State funding for higher education in the U.S. is showing continued growth overall. That's according to the results of the latest Grapevine survey, an annual compilation of data on state fiscal support for higher education.
State funding rose by 3.4% across the U.S. from the 2015-16 to 2016-17 fiscal years. James Palmer is a professor of higher education at Illinois State University and Grapevine Editor.
He told Inside Higher Ed:
We had a modest increase across most states. It's an indication, I think, that there's a willingness across states to fund and increase funding for higher ed.
According to the report, 39 states posted higher education funding increases in varying amounts from 0.2% to 10.5%. Ten states posted decreases, ranging from 0.4% to 8.8%. The report contains no data for Illinois, which is currently entering its second year of a state-budget stalemate.
Governor Rick Snyder recommended an overall increase of 2.5% in Michigan's budget. Half of the increase for each university is guaranteed and the other half is distributed according to performance measures, according to the Detroit Free Press:
The performance funding formula is based on weighted undergraduate completions in critical skills areas, research expenditures, 6-year graduation rates, total completions, administrative costs as a percentage of core expenditures and the percentage of students receiving Pell Grants.
Schools also have to keep tuition increases under 3.8% or they lose their performance funding.
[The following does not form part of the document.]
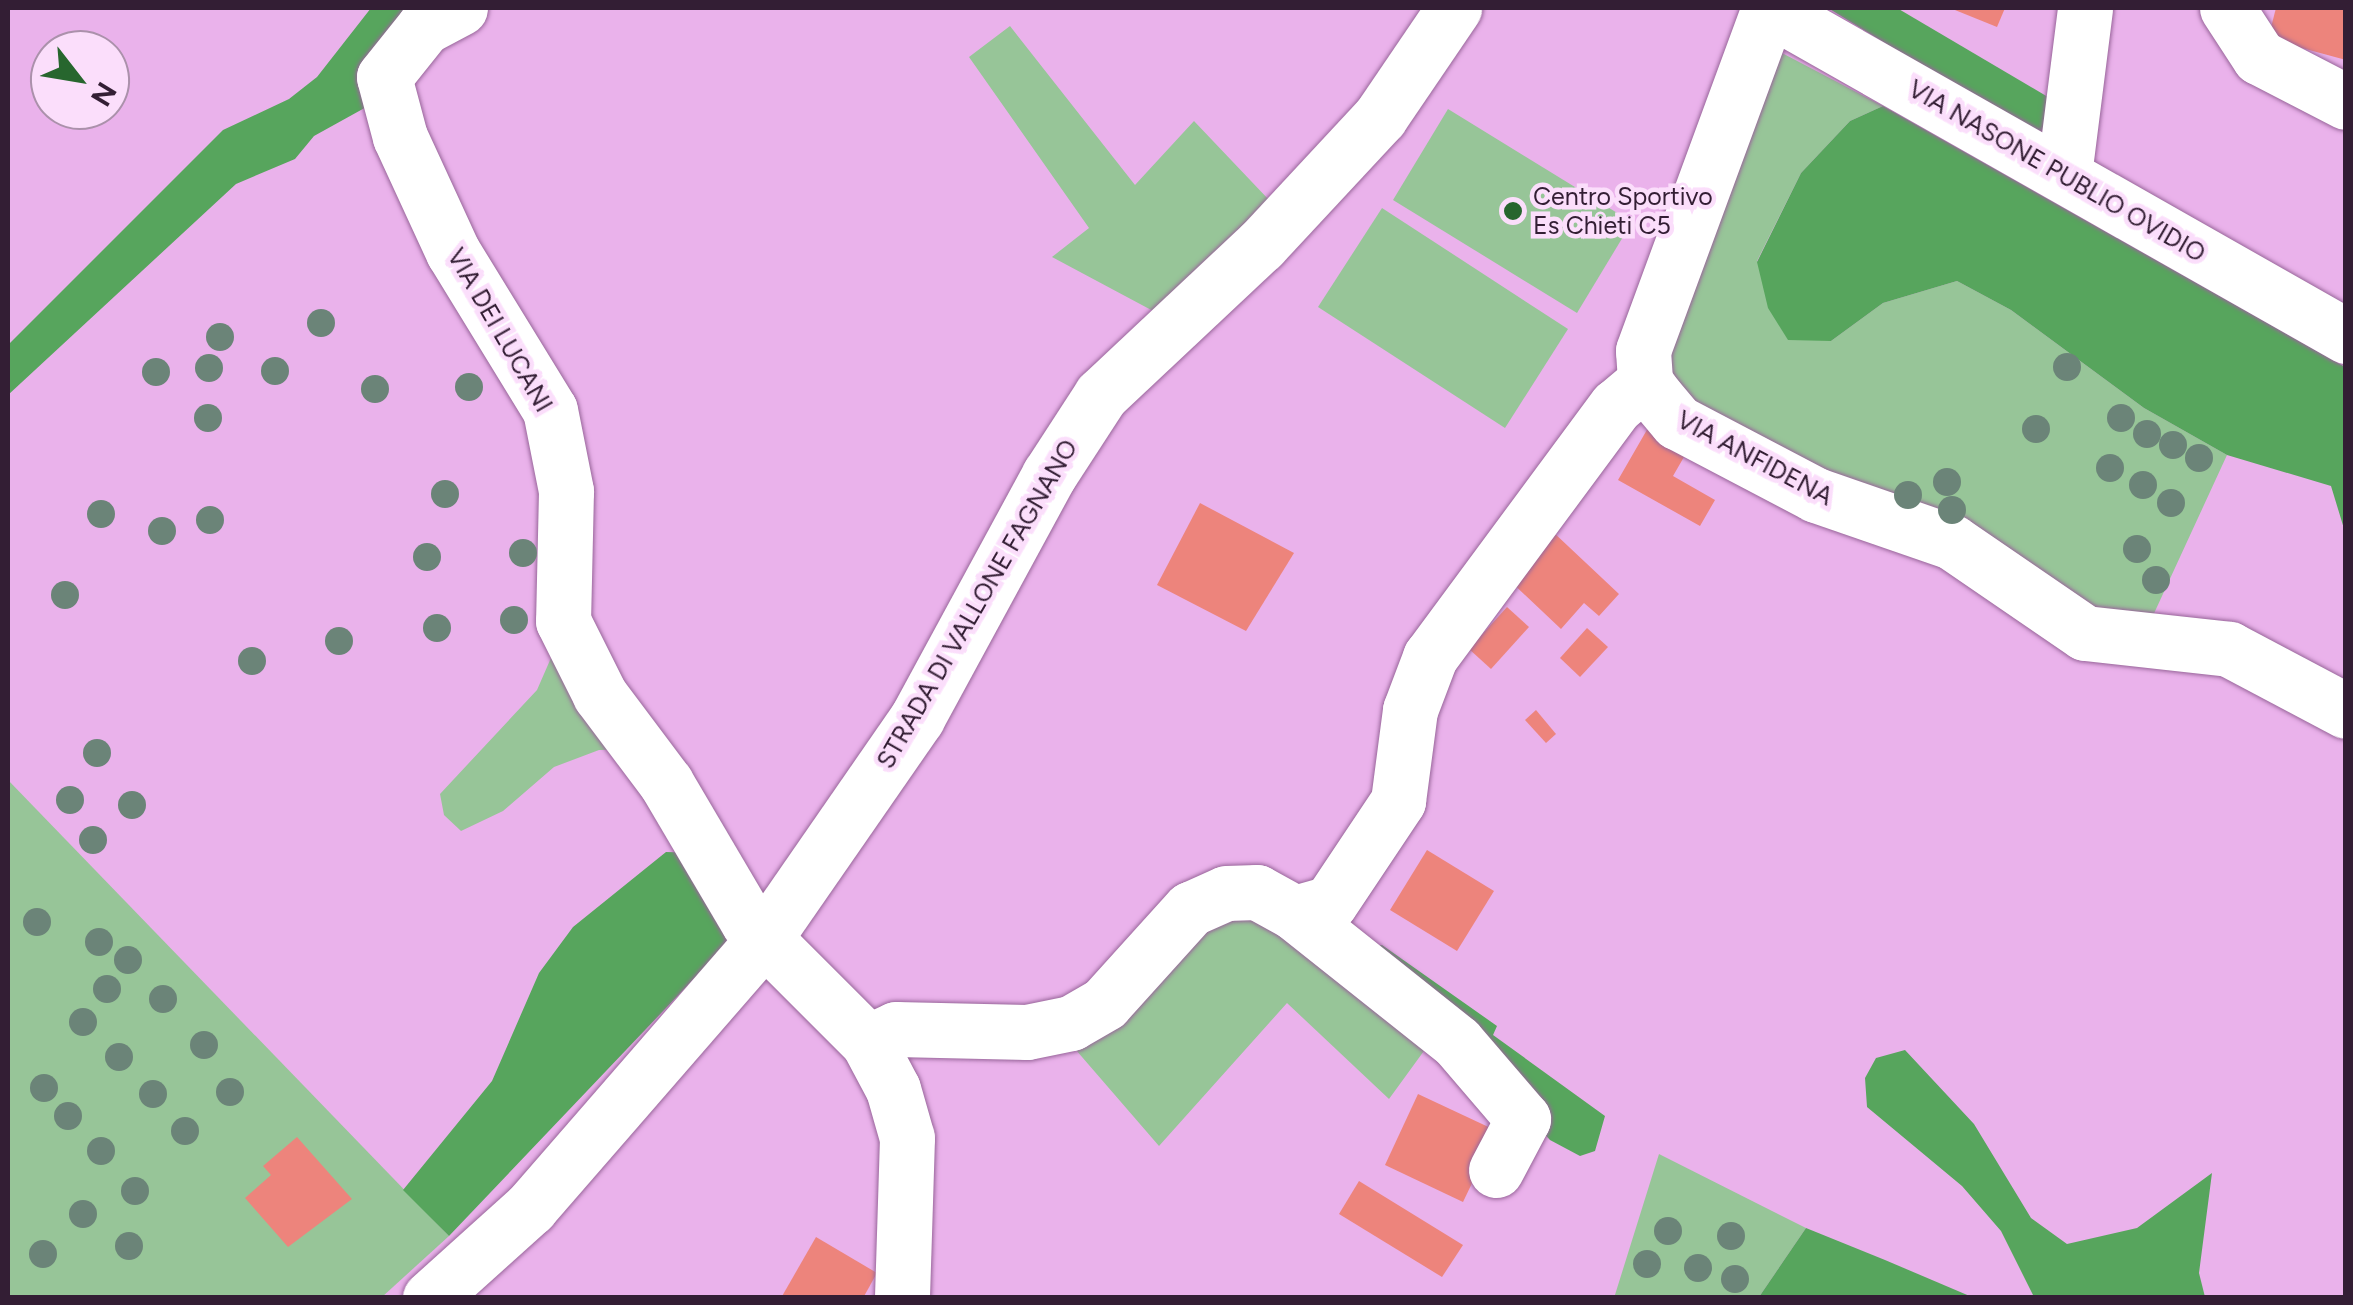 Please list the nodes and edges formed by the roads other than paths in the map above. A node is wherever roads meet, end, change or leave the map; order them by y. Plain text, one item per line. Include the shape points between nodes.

Snyder said in a statement to the Free Press:
We have worked diligently each year to increase appropriations for higher education, and I'm proud to now propose an increase that will fully restore higher education funding to previous levels. As a state, we need to continue to invest in higher education to develop the talent that will fill the jobs of Michigan's future.
The Grapevine survey provides a tentative look at the state of higher education funding. It precedes the annual SHEF report, which offers a more complete examination of trends in total state support for higher education, factoring in inflation and enrollment.